Wenn man sich die Lyrics anschaut, sind die Worte, die du sagst, ein bisschen im Mix verwischt. Du meintest, dass dieser Part deiner Art der Vocalperformance entspricht. Zu welchem Maß wolltest du, dass die Lyrics klar herausstechen, anstatt sie wirken zu lassen wie ein Gefühl oder ein weiteres Instrument?
Melati: Naja, das ist das erste Mal, dass ich eine Platte auf Bahasa Indonesia mache, einer Sprache, die sehr weit von mir weg und doch sehr nah an mir dran ist. Ich bin in Jakarta aufgewachsen und habe sowohl Indonesisch als auch Englisch gelernt. Ich bin nicht so fließend in Bahasa. Der Prozess des Bahasa-Sprechens auf der Platte war also tatsächlich ziemlich aufregend, weil er auf die Art von Authentizität zielte, die meines Erachtens bei meinen früheren Arbeiten und im Englischen gefehlt hatte. Das war so, als würde ich direkt in dieses wundersame Kindheitsgefühl eintauchen. Und ich habe eine sehr visuelle Verbindung zu der Sprache. Wie erkläre ich das? Es gibt einen limitierten Ausschnitt dessen, was ich auf Bahasa ausdrücken kann, wegen meines Verständnisses dafür. Ich hatte das Gefühl, mit den gewählten Lyrics sehr direkt und visuell sein zu können. Und deshalb wollte ich, dass die meisten Vocals sehr geradeheraus sind, damit man die Bilder hört. Ich meine, das ist auch begrenzt, weil nicht jeder Mensch Bahasa spricht. Aber ich wollte, dass diese Platte in großen Teilen sehr geradeheraus ist.
Kaazi: Du hast viel mit mir darüber gesprochen, dass du ein Gefühl für das Gesagte auch bei Menschen entstehen lassen wolltest, die die Lyrics nicht unbedingt verstehen. Ein großer Teil meiner Produktionsarbeit bestand also darin, das zu unterstützen, du hast mir die Übersetzungen in Teilen gegeben, und durch die weitere Produktion war es so, dass man ein Gefühl dafür bekam, was du sagen wolltest, ohne zu wissen, was du sagst.

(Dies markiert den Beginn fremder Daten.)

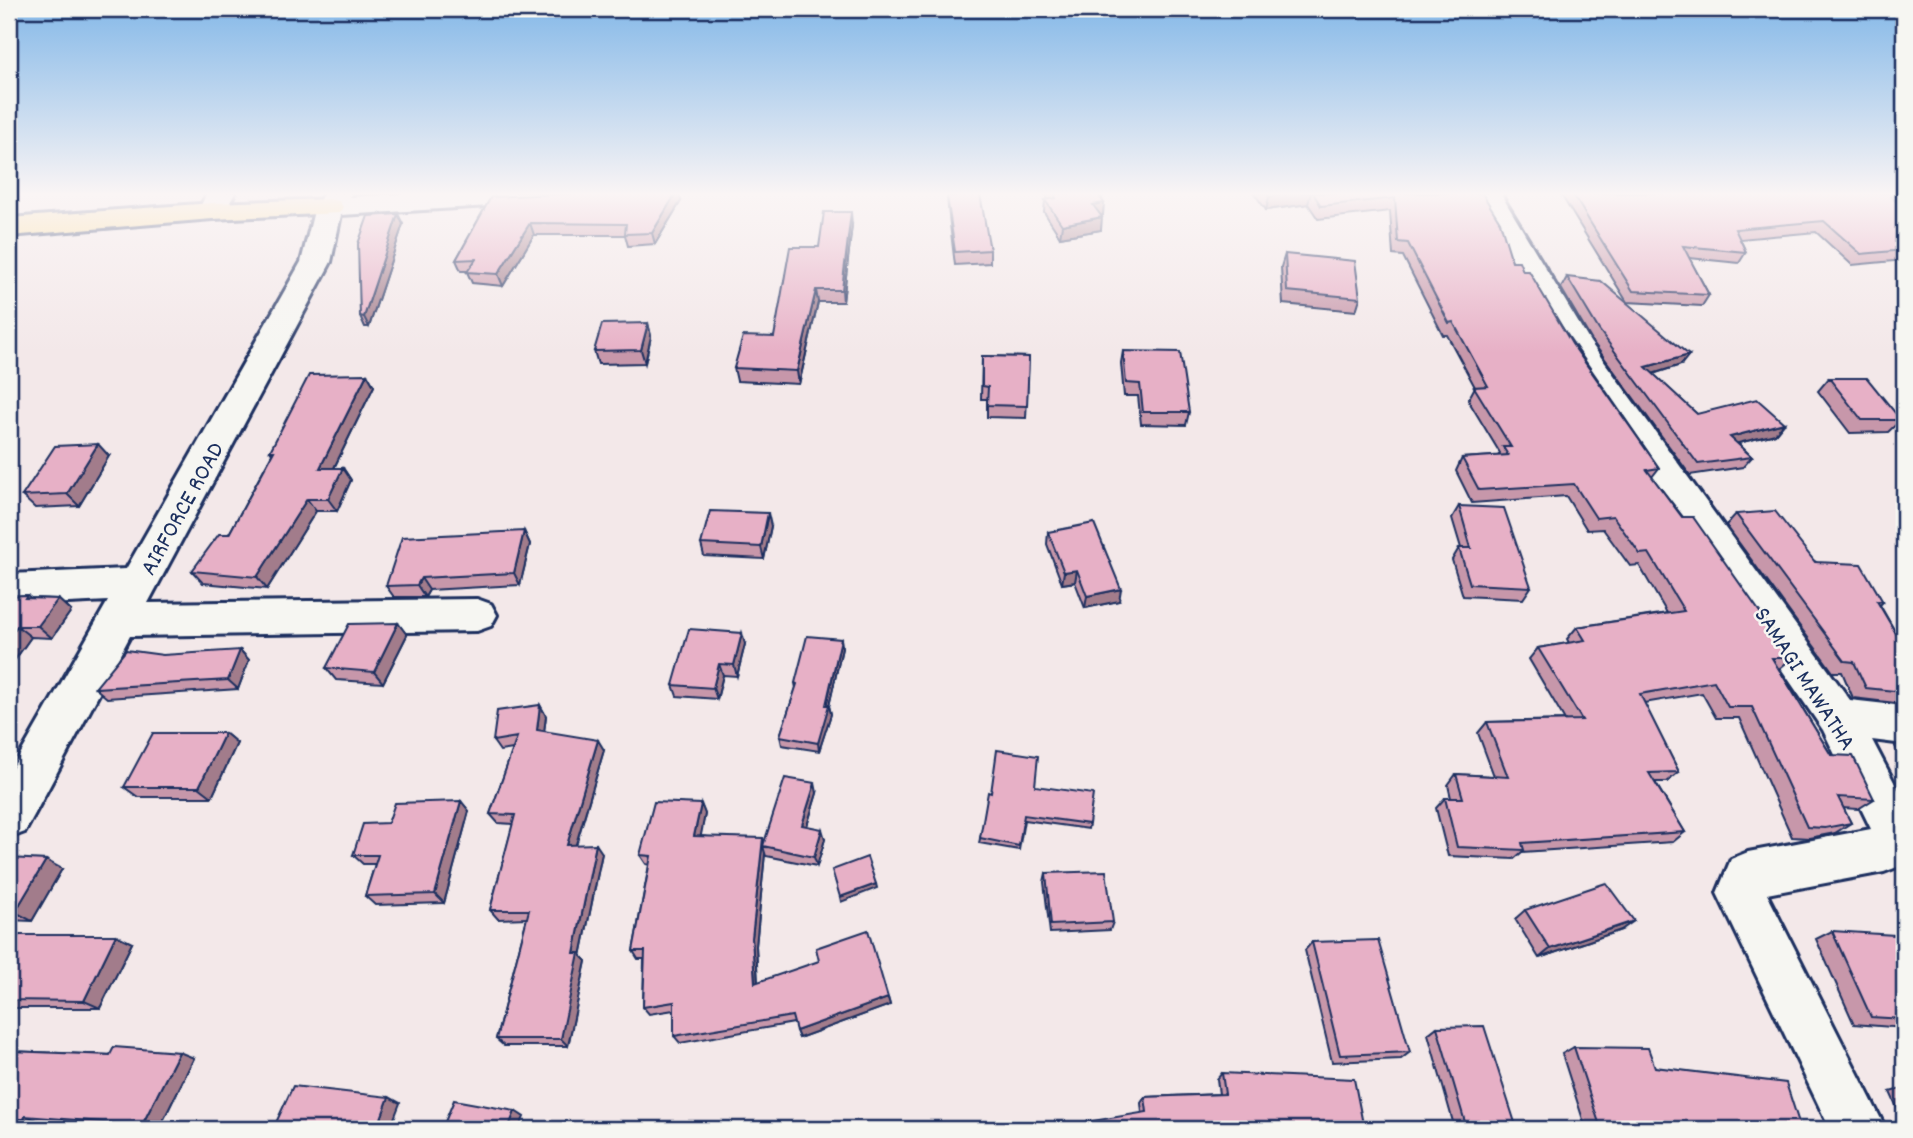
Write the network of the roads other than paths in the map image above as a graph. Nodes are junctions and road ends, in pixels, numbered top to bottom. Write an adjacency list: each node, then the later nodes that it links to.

Melati: Ja und nein, weil manche Lyrics tatsächlich ziemlich heftig und ein bisschen düster sind und große Themen berühren, aber dennoch auf eine Art gesungen oder präsentiert werden, die leicht, poppig oder glänzend ist. Es ist also ein Hin und Her.
Kaazi: Das stimmt. Darüber haben wir auch gesprochen, dieses Stereolab-Ding, dieser zuckrig-süße Song über politische und Umweltthemen in dieser sehr zuckrigen Welt.